Overlapped predicted sites | 25 | 24 | 21 | 14 |
Sensitivity | 31.3% | 25.0% | 37.5% | 31.3% |
Specificity | 36.8% | 41.4% | 13.0% | 18.4% |
It is important to keep in mind that the thresholds for our approach were only chosen based on the available known sites for the PCK1 promoter. Aside from PCK1, several other promoters, such as the promoters for the actin, casein and insulin genes, are currently being investigated in detail. It is possible that some of our TFBS predictions are false positives due to the fact that a universal threshold for a PWM may not be practical for whole genome analysis. Instead, it might be necessary to fine tune thresholds not only for each PWM, but even for each individual gene. Furthermore, predictions must be verified experimentally, which raises particular challenges for binding sites in a gene promoter that are only functional in certain cells, tissues or developmental stages. We believe that the development of better computational predictions will provide better candidates for further experimental verification. An integration of experimental and computational studies has the potential to greatly advance research on the control of gene transcription.

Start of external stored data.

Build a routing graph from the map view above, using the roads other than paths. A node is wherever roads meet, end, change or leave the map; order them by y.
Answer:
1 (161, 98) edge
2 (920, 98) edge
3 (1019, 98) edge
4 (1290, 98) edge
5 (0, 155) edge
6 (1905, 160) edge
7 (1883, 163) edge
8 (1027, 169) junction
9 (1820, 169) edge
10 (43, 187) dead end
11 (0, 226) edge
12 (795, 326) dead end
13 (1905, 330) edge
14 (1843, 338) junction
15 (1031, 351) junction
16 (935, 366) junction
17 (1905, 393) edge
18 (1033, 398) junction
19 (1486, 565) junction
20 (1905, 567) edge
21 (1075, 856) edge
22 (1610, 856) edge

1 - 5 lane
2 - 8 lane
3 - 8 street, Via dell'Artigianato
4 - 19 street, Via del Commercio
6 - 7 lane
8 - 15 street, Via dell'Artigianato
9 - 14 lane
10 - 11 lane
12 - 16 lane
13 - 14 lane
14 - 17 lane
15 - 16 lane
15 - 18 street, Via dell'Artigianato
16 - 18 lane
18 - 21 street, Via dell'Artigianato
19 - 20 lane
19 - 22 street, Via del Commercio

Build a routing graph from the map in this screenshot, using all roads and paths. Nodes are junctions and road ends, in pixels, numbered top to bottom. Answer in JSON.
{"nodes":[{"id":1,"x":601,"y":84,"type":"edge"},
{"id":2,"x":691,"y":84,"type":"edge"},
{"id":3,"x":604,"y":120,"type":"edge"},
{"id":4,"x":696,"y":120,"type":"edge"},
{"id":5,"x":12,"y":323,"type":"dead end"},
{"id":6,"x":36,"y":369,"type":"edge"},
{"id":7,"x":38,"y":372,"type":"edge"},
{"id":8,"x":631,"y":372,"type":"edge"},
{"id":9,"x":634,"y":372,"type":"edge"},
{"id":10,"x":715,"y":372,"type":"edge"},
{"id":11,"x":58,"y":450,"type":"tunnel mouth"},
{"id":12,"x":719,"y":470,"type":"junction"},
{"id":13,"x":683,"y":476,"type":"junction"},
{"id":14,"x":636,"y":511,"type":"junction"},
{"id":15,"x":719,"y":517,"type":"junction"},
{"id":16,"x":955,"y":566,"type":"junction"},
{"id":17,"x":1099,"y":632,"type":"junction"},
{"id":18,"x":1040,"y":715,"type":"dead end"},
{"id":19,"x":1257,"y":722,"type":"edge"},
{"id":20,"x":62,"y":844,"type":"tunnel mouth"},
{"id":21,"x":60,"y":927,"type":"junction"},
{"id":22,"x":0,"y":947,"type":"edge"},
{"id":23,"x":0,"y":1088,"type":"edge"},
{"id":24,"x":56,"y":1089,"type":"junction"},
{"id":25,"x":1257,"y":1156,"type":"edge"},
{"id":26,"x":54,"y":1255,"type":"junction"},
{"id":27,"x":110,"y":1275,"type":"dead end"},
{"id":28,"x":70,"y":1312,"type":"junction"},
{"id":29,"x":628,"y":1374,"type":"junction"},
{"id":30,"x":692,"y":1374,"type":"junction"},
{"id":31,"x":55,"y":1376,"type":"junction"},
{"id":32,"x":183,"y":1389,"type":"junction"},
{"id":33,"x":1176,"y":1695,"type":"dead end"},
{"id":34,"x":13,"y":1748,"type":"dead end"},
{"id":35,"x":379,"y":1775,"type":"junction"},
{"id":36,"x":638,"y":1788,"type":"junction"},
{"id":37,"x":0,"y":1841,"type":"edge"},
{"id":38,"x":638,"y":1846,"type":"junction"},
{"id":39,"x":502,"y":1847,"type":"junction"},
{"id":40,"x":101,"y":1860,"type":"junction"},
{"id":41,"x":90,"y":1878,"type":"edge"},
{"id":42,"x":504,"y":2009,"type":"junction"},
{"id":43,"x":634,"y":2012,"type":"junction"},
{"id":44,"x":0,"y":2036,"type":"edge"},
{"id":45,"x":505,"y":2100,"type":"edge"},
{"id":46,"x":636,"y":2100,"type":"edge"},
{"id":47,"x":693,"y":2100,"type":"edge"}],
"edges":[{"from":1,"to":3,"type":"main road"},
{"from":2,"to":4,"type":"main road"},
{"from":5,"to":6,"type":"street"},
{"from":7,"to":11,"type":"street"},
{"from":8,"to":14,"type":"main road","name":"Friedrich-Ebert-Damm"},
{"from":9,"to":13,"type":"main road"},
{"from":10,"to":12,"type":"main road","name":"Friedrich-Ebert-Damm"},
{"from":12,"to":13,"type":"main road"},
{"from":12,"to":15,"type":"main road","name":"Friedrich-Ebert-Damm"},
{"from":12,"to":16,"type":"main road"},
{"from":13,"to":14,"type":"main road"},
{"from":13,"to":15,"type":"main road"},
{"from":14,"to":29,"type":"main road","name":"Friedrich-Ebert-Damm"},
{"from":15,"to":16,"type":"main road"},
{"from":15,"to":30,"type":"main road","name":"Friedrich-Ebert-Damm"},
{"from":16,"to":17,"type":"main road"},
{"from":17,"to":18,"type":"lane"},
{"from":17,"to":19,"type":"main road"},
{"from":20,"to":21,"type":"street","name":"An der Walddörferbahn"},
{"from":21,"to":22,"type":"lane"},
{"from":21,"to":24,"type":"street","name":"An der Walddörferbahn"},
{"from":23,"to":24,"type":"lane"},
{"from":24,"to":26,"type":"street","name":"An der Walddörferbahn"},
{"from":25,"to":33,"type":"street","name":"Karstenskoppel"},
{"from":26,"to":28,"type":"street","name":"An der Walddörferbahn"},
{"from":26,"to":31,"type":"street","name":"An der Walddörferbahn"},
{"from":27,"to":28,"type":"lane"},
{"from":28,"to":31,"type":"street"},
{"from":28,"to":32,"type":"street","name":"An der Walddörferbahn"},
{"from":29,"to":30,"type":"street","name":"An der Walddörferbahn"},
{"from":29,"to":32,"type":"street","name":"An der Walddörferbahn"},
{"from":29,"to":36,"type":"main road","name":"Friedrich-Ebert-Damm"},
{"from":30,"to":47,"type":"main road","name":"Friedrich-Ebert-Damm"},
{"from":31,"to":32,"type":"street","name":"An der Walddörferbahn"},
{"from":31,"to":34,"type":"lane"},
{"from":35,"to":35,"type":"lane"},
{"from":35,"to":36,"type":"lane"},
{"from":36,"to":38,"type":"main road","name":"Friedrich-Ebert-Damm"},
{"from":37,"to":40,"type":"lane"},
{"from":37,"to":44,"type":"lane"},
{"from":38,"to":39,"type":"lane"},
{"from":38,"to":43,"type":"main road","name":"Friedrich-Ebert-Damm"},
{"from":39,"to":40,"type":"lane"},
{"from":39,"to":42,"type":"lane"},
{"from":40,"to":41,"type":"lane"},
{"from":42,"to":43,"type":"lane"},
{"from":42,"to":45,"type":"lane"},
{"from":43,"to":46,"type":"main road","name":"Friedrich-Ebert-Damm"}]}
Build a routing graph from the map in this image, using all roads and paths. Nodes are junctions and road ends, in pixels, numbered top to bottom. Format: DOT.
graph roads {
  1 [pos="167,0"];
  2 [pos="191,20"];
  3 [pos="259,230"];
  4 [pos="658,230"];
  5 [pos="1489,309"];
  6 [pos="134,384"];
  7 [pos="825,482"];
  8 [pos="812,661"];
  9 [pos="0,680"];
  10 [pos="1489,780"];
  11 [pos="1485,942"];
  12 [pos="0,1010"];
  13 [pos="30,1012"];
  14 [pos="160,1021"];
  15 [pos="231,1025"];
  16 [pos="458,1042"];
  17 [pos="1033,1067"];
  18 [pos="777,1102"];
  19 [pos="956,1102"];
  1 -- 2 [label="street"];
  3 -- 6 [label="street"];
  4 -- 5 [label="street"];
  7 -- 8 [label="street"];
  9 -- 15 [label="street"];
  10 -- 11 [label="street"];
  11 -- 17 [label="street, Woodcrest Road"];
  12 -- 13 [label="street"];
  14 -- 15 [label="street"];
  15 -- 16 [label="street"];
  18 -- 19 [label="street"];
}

One setback to the PWM model is that it does not take insertions or deletions (indels) into consideration. Some TFs are flexible in their DNA interactions and can tolerate binding sites of different lengths. In the future, we hope to incorporate indels into our methodologies to better reflect the possibility of such interactions. Additionally, neighboring TFBSs are often clustered into closely located groups to allow for protein interactions between the TFs that bind them. Recently, several methods have been proposed 39., 40. to analyze composite regulatory elements, that is, modules of multiple binding sites. Integration of these approaches should further uncover the interactions of neighboring TFs.
Comparative genomics methods provide tools for studying the potential function of gene promoters that have not been well characterized. Such approaches have the potential to greatly simplify the functional analysis of gene promoters by predicting both the presence and arrangement of specific TFBSs. In this work, we chose to identify conserved TFBSs through a phylogenetic footprinting method using HMR alignments. The genes for both PCK1 and its isoform, PCK2 (the mitochondrial form of the enzyme), are present in every eukaryotic species for which the gene sequence is available. Despite this wide species distribution, its transcriptional control has been primarily studied in rat under the assumption that the pattern of regulation noted in one species is applicable to others. This generalization has more than academic significance, as drugs are being developed for human diseases. When viewed from this perspective, a systematic analysis of the pattern of TFBSs in a broad variety of mammalian species should reveal conserved regulatory elements and suggest candidate regions upon which to focus efforts to control the rate of transcription of a specific gene. It is also likely that additional regulatory elements will be identified, which were not apparent from previous analyses of promoter function. Finally, any analysis of transcriptional regulation of a gene promoter that has not been previously studied would most likely benefit from an initial screening of putative regulatory elements using approaches such as the one outlined in this work. For example, our method was able to successfully recover almost all known elements in the PCK1 promoter.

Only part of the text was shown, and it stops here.